▶ **Work task**:
Transcribe the records below in their entirety, and leave out each image.

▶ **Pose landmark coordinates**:

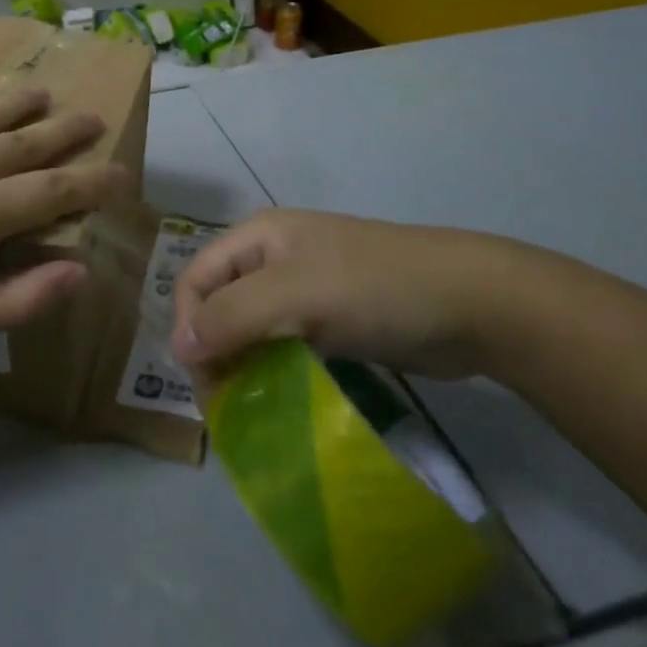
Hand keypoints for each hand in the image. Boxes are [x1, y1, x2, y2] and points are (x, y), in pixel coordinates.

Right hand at [170, 210, 563, 381]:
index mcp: (257, 237)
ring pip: (250, 329)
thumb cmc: (372, 288)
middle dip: (213, 349)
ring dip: (240, 365)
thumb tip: (177, 348)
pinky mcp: (330, 322)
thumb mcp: (294, 295)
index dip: (188, 324)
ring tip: (246, 410)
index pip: (197, 278)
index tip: (201, 377)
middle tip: (224, 405)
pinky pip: (283, 346)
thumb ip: (231, 317)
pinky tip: (277, 402)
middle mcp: (272, 259)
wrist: (469, 303)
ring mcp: (304, 290)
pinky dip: (271, 372)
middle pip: (219, 303)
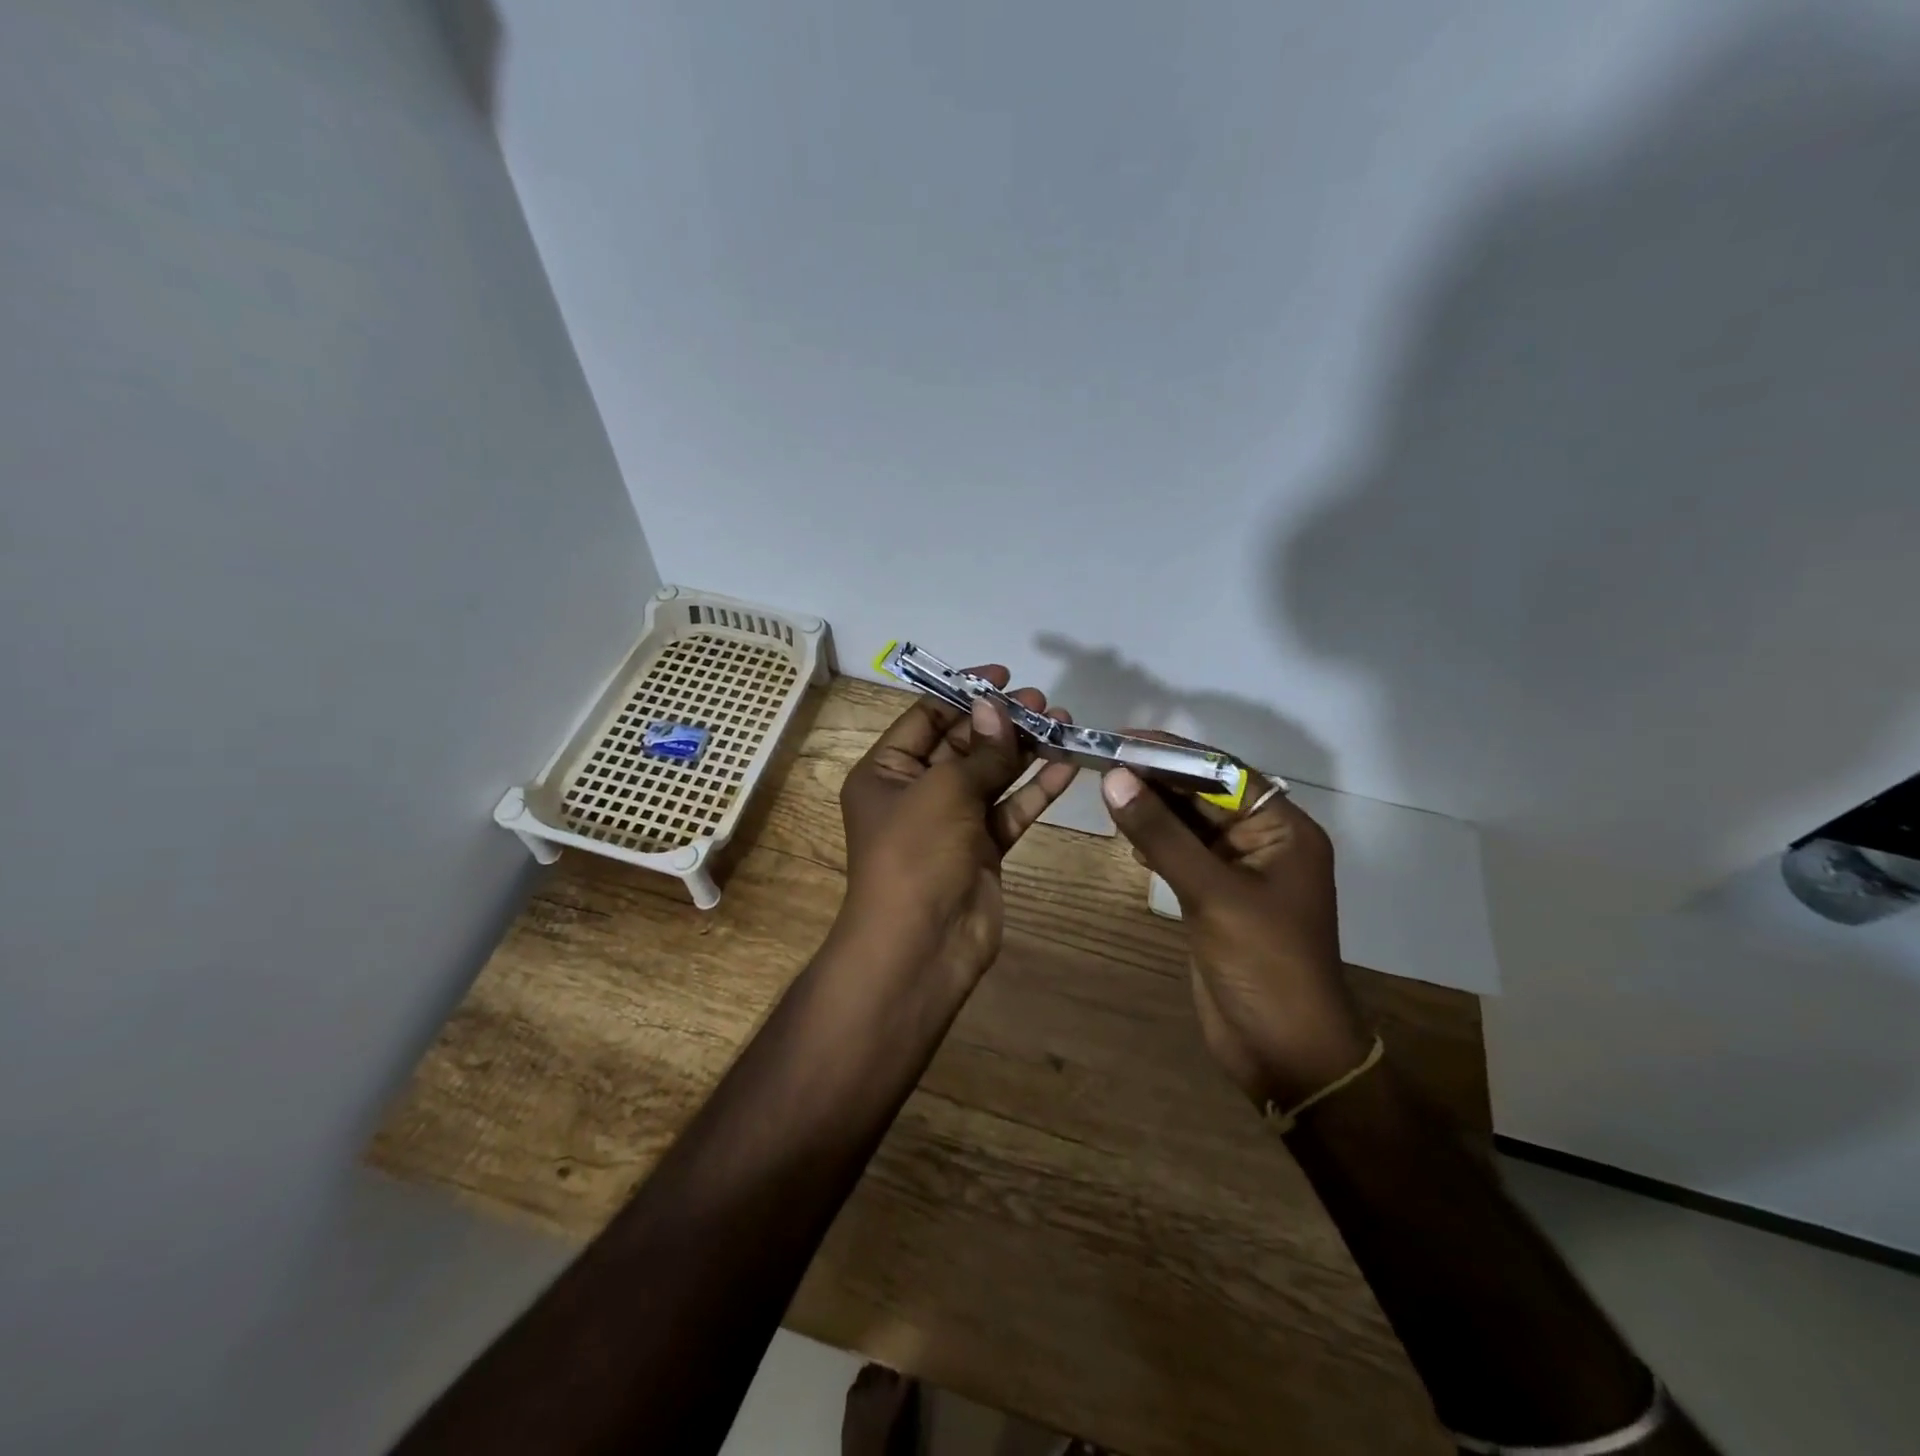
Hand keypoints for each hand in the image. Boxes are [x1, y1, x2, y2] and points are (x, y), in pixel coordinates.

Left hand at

▶ **Output**:
Hand keypoints for each hand in the image. Boxes are [x1, y1, x2, y2] and points are (x, y), in pixel coordinates.

Right hand at [170, 210, 563, 381]:
index mcp: (257, 237)
ring pip: (250, 329)
thumb cmc: (372, 288)
middle dip: (213, 349)
ring dip: (240, 365)
thumb tip: (177, 348)
pinky mcp: (330, 322)
thumb mcp: (294, 295)
index dip: (188, 324)
ring tip: (246, 410)
index pip: (197, 278)
index tip: (201, 377)
middle tip: (224, 405)
pinky pip: (283, 346)
thumb ip: (231, 317)
pinky tip: (277, 402)
middle mcp: (272, 259)
wrist: (469, 303)
ring mcp: (304, 290)
pinky dip: (271, 372)
middle pip: (219, 303)
Hand keypoints for each hand in the image. Boxes are [x1, y1, x2, y2] and points are (x, y), in pixel coordinates.

Left hand at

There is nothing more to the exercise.